By September 1975, Beale’s news show has lost its audience, not to mention $35 million a year for the recently taken-over production company. As a result, hard-nosed executive Frank Hackett played by Tunji Kasim fires both his news man and a little less directly the show’s editor, Douglas Henshall in the role of Max Schumacher, after over 50 years of combined service.
However, before leaving, Beale delivers a mad farewell promising on-air suicide and seemingly ending the evening less than 10 minutes in.
Bitterly bemoaning his own fate, Schumacher gives Beale a second opportunity to sin, which he duly achieves in a hilarious sequence that will appeal to anyone who has ever been too timid to tell their boss (and tens of millions of TV viewers) what they really think.
In a cynical twist, Beale’s farewell boosts the ratings so much that the network’s programmer, Michelle Dockery’s Diana Christensen, makes a bid to take over the show and retain the services of “the mad prophet of the airwaves”, a kind of modern Frankenstein’s monster. The thrusting young executive also gets up close and personal with the previously happily married Schumacher.
Having been given carte blanche to behave badly, Cranston goes into messianic overdrive portraying his character descending into the kind of madness that is normally reserved for Hamlet, before issuing a series of diatribes attacking capitalism, corporate greed and all that is wrong with the world.
Despite the 1975 timeline, so much of the message still feels entirely appropriate today as we hear about corruption, terrorism, mad men with guns and Russians and Saudi Arabians causing problems for those residing further west.
The combination of a man urging the world to repeat his mantra “I’m mad as hell and I’m not going to take this anymore” and then delivering deep philosophical and humanitarian messages about the state of the world is irresistible.
This production looks great, is highly intelligent, suitably dramatic while conveying a message for our times and features the kind of performance from Bryan Cranston, making the kind of National Theatre debut, that is likely to sweep the board when the awards season comes around.

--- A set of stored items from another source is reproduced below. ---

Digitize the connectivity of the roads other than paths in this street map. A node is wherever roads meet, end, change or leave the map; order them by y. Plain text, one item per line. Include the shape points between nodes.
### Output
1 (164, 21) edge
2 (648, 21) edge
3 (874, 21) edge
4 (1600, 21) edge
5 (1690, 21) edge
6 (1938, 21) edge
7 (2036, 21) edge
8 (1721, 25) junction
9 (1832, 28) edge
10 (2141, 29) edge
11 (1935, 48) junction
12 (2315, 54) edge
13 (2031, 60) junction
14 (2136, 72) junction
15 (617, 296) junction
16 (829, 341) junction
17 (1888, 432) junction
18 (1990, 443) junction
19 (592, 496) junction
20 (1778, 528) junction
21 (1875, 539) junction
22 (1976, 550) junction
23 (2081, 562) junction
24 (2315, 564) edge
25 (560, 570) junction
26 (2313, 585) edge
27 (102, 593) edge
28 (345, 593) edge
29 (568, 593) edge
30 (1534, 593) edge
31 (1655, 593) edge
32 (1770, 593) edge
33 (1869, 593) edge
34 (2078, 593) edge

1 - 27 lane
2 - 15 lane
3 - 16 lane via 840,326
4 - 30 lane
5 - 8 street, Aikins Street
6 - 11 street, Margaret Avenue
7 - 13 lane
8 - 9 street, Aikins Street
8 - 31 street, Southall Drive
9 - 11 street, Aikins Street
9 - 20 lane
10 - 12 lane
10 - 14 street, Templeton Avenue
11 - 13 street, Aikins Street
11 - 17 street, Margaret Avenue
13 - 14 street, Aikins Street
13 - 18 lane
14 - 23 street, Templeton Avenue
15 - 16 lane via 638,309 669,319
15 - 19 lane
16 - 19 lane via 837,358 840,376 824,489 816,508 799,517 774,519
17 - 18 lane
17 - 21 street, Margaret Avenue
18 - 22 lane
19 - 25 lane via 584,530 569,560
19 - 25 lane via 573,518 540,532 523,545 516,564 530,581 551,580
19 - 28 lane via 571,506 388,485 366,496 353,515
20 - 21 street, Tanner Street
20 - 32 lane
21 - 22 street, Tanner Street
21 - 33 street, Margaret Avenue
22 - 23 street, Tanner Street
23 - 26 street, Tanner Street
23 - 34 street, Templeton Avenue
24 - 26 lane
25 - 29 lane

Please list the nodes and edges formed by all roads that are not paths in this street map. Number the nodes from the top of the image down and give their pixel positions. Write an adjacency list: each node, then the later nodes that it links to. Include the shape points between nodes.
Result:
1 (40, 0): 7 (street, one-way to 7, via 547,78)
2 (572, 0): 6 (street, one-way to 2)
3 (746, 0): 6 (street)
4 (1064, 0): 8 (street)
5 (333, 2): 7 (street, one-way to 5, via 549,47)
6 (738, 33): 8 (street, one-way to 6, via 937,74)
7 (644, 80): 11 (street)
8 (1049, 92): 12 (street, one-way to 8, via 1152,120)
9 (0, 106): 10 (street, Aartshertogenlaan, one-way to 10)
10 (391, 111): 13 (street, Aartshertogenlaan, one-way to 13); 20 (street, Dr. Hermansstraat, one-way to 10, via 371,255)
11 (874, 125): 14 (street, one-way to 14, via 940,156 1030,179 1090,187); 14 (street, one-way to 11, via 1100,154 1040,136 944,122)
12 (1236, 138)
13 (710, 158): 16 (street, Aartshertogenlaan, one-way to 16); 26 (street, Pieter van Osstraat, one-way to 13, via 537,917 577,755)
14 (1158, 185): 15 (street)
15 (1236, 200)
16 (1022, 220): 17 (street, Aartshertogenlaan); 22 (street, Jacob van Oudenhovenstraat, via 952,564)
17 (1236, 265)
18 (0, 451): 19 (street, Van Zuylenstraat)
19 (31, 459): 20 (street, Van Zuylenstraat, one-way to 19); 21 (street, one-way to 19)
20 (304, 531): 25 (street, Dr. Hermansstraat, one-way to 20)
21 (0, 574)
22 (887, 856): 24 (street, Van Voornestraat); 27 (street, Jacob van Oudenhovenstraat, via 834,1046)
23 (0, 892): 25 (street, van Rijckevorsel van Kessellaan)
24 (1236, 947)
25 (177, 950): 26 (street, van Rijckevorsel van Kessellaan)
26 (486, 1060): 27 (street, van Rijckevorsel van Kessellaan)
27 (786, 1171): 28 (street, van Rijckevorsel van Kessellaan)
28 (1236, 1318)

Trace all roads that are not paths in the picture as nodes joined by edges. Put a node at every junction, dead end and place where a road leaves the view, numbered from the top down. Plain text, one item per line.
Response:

Strangely, at the moment, Network does not appear to have been programmed by NT Live which, following Diana Christensen’s doctrine in the play, should remedy the position immediately to boost both ratings and profits. Therefore tickets are likely to be at even more of a premium unless a transfer or extension can be managed but beg, steal or borrow to share in a really outstanding theatrical experience.